On August 3, 1553 Mary Tudor, now Queen of England and Ireland, entered London in triumph. She had defeated the attempt by her deceased half-brother Edward VI and the president of his council, John Dudley, Duke of Northumberland to place Lady Jane Dudley (nee Gray) on the throne in contravention of Henry VIII's will. Her half-sister Elizabeth accompanied Mary on this triumphant day--the restoration of Mary's claim to the throne as willed by Henry VIII also meant that Elizabeth's claim was more secure. The Elizabeth Files blog provides detail about Mary's entry into London:

On this day in history, 3rd August 1553, Mary, who had just been proclaimed Queen, rode with her half-sister, Elizabeth, from Wanstead to Aldgate to be greeted by the city as its new Queen. Wriothesley’s Chronicle describes Mary’s appearance that day:-

“her gowne of purple velvet French fashion, with sleues of the same, hir kirtle purple satten all thicke sett with gouldsmithes work and great pearle, with her foresleues of the same set with rich stones, with a rich bowdricke of goulde, pearle, and stones about her necke, and a riche billement of stones and great pearle on her hoode, her pallfray that she rode on richly trapped with gould embrodred to the horse feete.”

Mary's anointing and coronation as Queen in October meant that Elizabeth could be anointed and crowned, because Mary set the precedent for a Queen Regnant to receive the same regalia and ritual a King Regnant received.

The "Nine Days Queen" was held in the Tower of London as was her spouse, Guildford Dudley.
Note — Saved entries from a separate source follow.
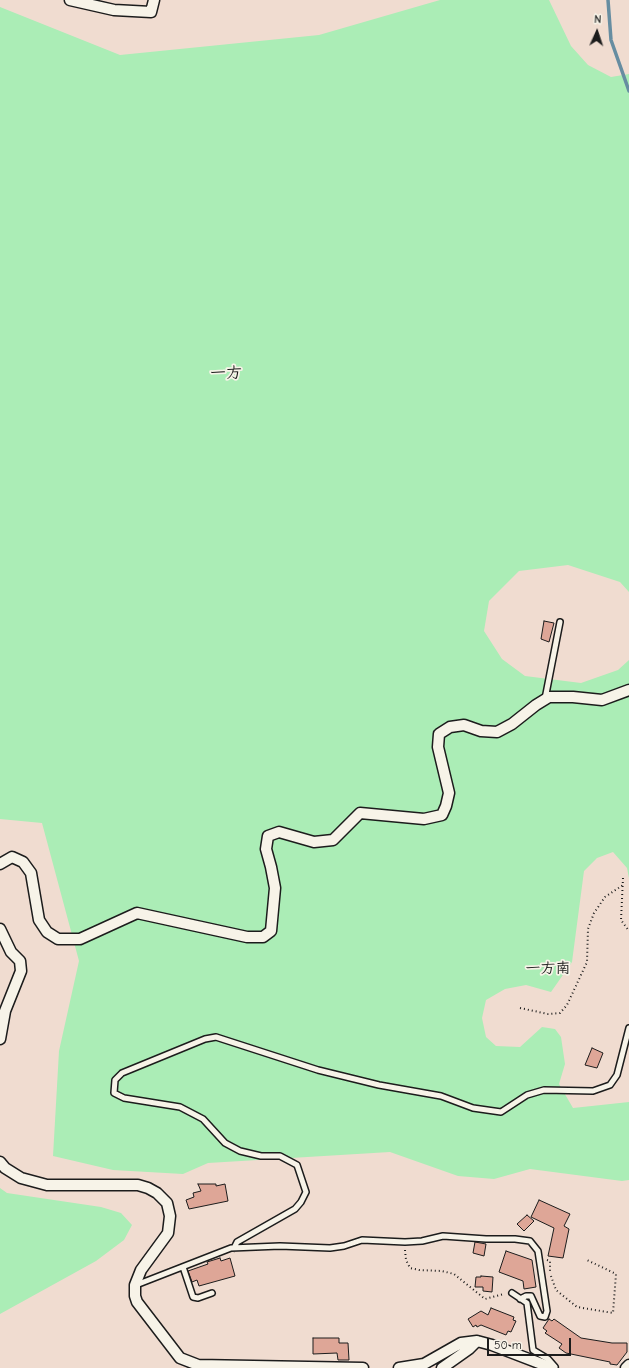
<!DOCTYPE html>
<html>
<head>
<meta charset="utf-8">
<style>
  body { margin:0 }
  #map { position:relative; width:629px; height:1368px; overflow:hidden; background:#f0dcd0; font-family:"Comic Neue",sans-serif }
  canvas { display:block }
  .north { position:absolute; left:577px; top:12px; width:40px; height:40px; -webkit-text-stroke:3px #f7f3e8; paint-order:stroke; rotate:3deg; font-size:11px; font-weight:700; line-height:16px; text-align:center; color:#1c1c1c }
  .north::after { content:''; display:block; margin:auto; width:14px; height:18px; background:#1c1c1c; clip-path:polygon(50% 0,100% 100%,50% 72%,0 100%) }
  .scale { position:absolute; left:487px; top:1338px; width:84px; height:18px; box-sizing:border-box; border:2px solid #1c1c1c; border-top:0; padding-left:5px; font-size:12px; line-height:14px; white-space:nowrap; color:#1c1c1c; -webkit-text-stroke:3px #f7f3e8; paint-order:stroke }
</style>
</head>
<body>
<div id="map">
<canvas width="629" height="1368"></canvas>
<div class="north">N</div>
<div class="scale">50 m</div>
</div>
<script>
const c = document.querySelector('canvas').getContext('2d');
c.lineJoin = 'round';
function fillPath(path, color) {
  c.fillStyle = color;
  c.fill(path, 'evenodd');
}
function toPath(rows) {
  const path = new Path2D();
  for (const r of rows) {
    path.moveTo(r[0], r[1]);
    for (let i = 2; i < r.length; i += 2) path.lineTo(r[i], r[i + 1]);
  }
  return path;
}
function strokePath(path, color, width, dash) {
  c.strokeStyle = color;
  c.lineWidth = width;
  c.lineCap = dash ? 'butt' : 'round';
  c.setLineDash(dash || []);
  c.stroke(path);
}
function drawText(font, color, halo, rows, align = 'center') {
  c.font = font + ' "Comic Neue","Klee One",sans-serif';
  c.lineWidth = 3.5;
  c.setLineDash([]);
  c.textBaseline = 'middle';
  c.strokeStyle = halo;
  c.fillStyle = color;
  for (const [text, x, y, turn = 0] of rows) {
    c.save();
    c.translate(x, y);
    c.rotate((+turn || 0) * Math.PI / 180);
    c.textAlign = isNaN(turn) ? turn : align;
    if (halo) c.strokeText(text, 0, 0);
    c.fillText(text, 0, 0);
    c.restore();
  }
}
fillPath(toPath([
  [440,0,549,0,571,46,588,65,611,77,629,74,629,592,620,582,568,565,519,571,489,601,484,631,502,659,525,676,581,683,618,670,629,660,629,878,627,868,613,852,597,858,584,871,572,962,551,992,526,985,505,989,486,1000,482,1018,486,1037,496,1046,520,1047,542,1027,555,1029,561,1037,565,1064,559,1084,573,1108,629,1102,629,1180,622,1181,530,1169,494,1179,458,1176,390,1152,208,1163,183,1174,113,1170,53,1156,59,1051,79,961,42,823,0,819,0,7,120,55,319,35],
  [0,1188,7,1193,101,1207,121,1213,132,1225,124,1240,96,1261,0,1314]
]), '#abedb6');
strokePath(toPath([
  [608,0,611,40,629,91]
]), '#668da1', 3.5);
const building = toPath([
  [544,621,554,623,549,642,541,639,544,621],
  [592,1048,603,1053,597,1068,585,1065,592,1048],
  [198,1184,216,1184,216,1186,225,1184,228,1201,189,1209,186,1200,194,1197,193,1193,201,1191,198,1184],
  [539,1200,570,1214,564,1226,569,1229,563,1258,548,1256,554,1228,531,1217,539,1200],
  [527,1215,534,1221,524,1231,517,1224,527,1215],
  [475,1242,486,1244,484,1256,473,1253,475,1242],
  [506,1251,532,1260,536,1287,524,1289,523,1281,499,1272,506,1251],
  [220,1258,221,1261,230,1258,235,1276,199,1286,197,1280,192,1282,188,1271,208,1264,207,1262,220,1258],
  [481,1276,493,1277,492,1292,483,1291,483,1287,475,1287,476,1277,481,1277,481,1276],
  [491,1308,514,1317,513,1320,516,1321,511,1332,508,1331,506,1335,481,1325,477,1327,476,1325,473,1327,468,1319,481,1311,488,1315,491,1308],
  [549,1319,552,1321,554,1319,581,1338,612,1343,627,1343,627,1352,617,1365,610,1364,610,1362,566,1353,559,1348,562,1344,545,1333,547,1331,543,1328,549,1319],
  [313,1338,339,1338,339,1343,348,1343,349,1360,338,1360,337,1353,313,1354,313,1338]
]);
fillPath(building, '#dea697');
strokePath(building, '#1c1c1c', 1);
const lane = toPath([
  [545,699,560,622],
  [234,1248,237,1242,295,1209,301,1202,306,1192,297,1165,280,1156,261,1156,240,1151,225,1143,203,1119,180,1107,124,1098,114,1093,115,1080,122,1073,205,1039,216,1037,318,1070,379,1085,441,1096,473,1108,501,1112,527,1095,544,1090,593,1091,610,1085,617,1075,629,1028],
  [183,1267,193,1297,198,1298,212,1293],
  [136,1285,231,1248,280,1246,330,1248,344,1246,362,1240,405,1242,422,1241,443,1236,486,1239,515,1239,530,1241,538,1251,547,1311,545,1317,540,1316,531,1296,526,1296,520,1299],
  [512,1293,527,1303,533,1350,548,1359,555,1367]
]);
const street = toPath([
  [70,0,114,10,151,12,154,0],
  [0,864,12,857,23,862,31,873,39,920,47,932,58,939,80,939,137,913,247,937,263,937,271,931,275,888,271,867,266,849,268,836,279,832,314,842,333,840,360,813,424,819,442,815,446,806,449,793,438,747,439,734,450,727,464,725,481,731,497,732,512,724,536,705,549,697,573,697,602,700,629,690],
  [0,929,11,952,20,961,21,971,5,1011,0,1039],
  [0,1162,5,1168,21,1178,47,1185,138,1185,148,1188,157,1193,167,1203,170,1216,168,1233,141,1270,135,1285,135,1296,137,1302,180,1358,198,1365,363,1368],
  [399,1368,424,1364,461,1343,477,1341,492,1345,552,1368],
  [442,1368,469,1349,477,1341],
  [626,1368,629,1365]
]);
strokePath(lane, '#1c1c1c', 8);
strokePath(street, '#1c1c1c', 13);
strokePath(toPath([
  [623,878,621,920,629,931],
  [520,1008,548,1014,560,1013,567,1005,587,962,588,929,594,913,605,897,623,885],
  [405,1250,406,1260,410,1268,419,1270,442,1271,454,1274,485,1299,504,1294],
  [547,1260,550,1261,550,1271],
  [551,1276,556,1290,577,1307,613,1313,616,1274,587,1260]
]), '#1c1c1c', 2, [1, 3]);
strokePath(lane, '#f7f3e8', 5);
strokePath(street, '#f7f3e8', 10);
drawText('bold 15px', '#1c1c1c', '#f7f3e8', [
  ["一方南",548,969]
]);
drawText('bold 16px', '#1c1c1c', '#f7f3e8', [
  ["一方",226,373]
]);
</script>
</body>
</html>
Mary demonstrated remarkable clemency in not having Jane executed immediately for treason--although Jane's father-in-law, John Dudley would soon be on the block!

Mary Tudor: Renaissance Queen provides a detailed review of a new book, long-awaited in the UK and USA: Susan Doran and Thomas Freeman (eds.), Mary Tudor: Old and New Perspectives (London: Palgrave Macmillan, 2011), 345pp, noting that it is "one of the most important studies on Mary in recent years."


  1. Queen Elizabeth 1 of sad memory was far more bloody than Blessed Queen Mary 1. That's all I have to say on this. Book is ordered!